I am at the mercy of my moods. When I feel joyful, everything looks easy, virtue is obvious, love is spontaneous and a firm assurance grows on me that this is the way it will be with me from now on and for ever. Yes, I tell myself, I have finally arrived, I have matured in my spiritual life, I have myself well in hand, I have gone through ups and downs, and I know there will still be small changes and variations, but fundamentally I know now what to expect, I am well established and nothing will seriously shake me now. I am an old-timer in the ways of the spirit and I know perfectly well where I stand. Through God’s grace I am firm and steady.

You know me well, Lord, and you yourself put those words on my lips when you invite me to recite this psalm: “Carefree as I was, I had said: I can never be shaken.” That was my unwarranted confidence, my immature boast. I really thought I could never now be shaken.

And then your psalm continued as my life continues: “But, Lord, it was your will to shake my mountain refuge: you hid your face, and I was struck with dismay.” I was shaken again to my very foundations, and then my despair was as total and absolute as my boast had been before. I am good for nothing, I shall never learn, I am now after so many years right where I was at the beginning of my spiritual life, I don’t know how to pray, how to keep peace in my soul, how to deal with God: I don’t know, and I’ll never learn now; I can just as well give up and resign myself to a low and humdrum existence. The stars are not for me.

When I am down, I forget that I ever was up, and think I shall never be up again: and when I am up and high…, I persuade myself that that is the way it’ll always be, and there’s nothing to fear any more. My memory is short…, and so my suffering is long. I am the slave of my moods, the plaything of the breeze that blows on my soul. Hot when it is hot, and cold when it is cold. I lack the persevering steadfastness of the seasoned worker, the proven seeker. I waver and stumble and fall. I want a greater balance for my life, a larger perspective, a truer patience. I want for me the long-term view that experience in your ways gives to those who know and trust you.

For this I pray: that when I am in high spirits, I may remember that I was low before: and that when I am low, I may trust that the high spirits will come again. Then truly “I will confess you for ever, O Lord my God.”

Meditation

An Indian story. There was a holy man who lived in sanctity and penance in the middle of the forest, he fed on the fruits of the trees and on roots in the ground, and he drank from the river near his hut. He wore just a loincloth, with another to change it, and he spent the whole day worshiping God’s majesty and praising his glory.

But there were mice in the forest, and while he was immersed in his prayers they nibbled at the other loincloth, thus spoiling it. Something had to be done.

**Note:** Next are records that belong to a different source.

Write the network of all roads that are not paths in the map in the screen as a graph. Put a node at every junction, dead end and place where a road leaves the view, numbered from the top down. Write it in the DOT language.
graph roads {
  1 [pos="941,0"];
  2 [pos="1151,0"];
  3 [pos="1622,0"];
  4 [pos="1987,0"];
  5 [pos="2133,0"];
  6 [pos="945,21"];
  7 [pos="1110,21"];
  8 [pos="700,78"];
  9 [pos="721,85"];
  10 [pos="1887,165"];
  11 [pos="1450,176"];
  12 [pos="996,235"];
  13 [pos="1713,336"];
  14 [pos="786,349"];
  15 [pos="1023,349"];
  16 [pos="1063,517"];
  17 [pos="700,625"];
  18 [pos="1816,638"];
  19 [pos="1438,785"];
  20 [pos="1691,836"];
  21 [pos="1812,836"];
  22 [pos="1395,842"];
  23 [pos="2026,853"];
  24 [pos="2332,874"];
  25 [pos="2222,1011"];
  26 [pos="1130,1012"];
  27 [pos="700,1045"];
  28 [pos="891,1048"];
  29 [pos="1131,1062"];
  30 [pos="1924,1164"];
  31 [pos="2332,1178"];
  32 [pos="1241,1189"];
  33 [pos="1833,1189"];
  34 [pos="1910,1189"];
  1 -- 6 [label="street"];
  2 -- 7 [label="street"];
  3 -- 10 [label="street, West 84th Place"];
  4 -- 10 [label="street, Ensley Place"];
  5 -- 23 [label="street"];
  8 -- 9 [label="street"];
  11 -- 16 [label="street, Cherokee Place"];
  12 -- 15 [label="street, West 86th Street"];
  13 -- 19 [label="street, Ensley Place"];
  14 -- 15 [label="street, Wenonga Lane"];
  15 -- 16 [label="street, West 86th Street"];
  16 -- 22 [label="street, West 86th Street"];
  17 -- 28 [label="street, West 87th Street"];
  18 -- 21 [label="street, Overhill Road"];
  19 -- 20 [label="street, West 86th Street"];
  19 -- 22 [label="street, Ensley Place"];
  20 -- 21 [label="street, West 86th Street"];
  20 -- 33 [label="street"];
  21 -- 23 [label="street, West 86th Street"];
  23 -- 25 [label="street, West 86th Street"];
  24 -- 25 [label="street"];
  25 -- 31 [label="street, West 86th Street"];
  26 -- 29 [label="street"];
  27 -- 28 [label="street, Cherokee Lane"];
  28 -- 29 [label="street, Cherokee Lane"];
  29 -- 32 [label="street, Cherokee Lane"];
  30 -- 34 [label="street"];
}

Devout people from neighbouring villages who came to visit him and to ask for his blessing suggested the remedy. The presence of a cat would make the mice keep their distance. They brought him a cat, and the loincloth was safe.

But now the cat had to be fed. Cats like milk, and so the devotees gave him a cow. But then the cow had to eat also. So they gifted the holy man the adjoining fields for the cow to eat grass. He had only to mind the fields and keep them fertile for the grass to grow. And then, of course, he had to milk the cow for the cat to drink its milk and so to be able to drive the mice away and to protect the loincloth hanged up to dry. The monk did accordingly, yielding to the devotion and the care shown by his devotees.

Everything went on smoothly till the day in which he realized he was not praying any more. His time was spent in the fields and in the care of the cow and the cat. He had no time, and no inclination to do anything else. He had become a landowner. The devout people around ceased to visit him. They said his blessing had no effect any more.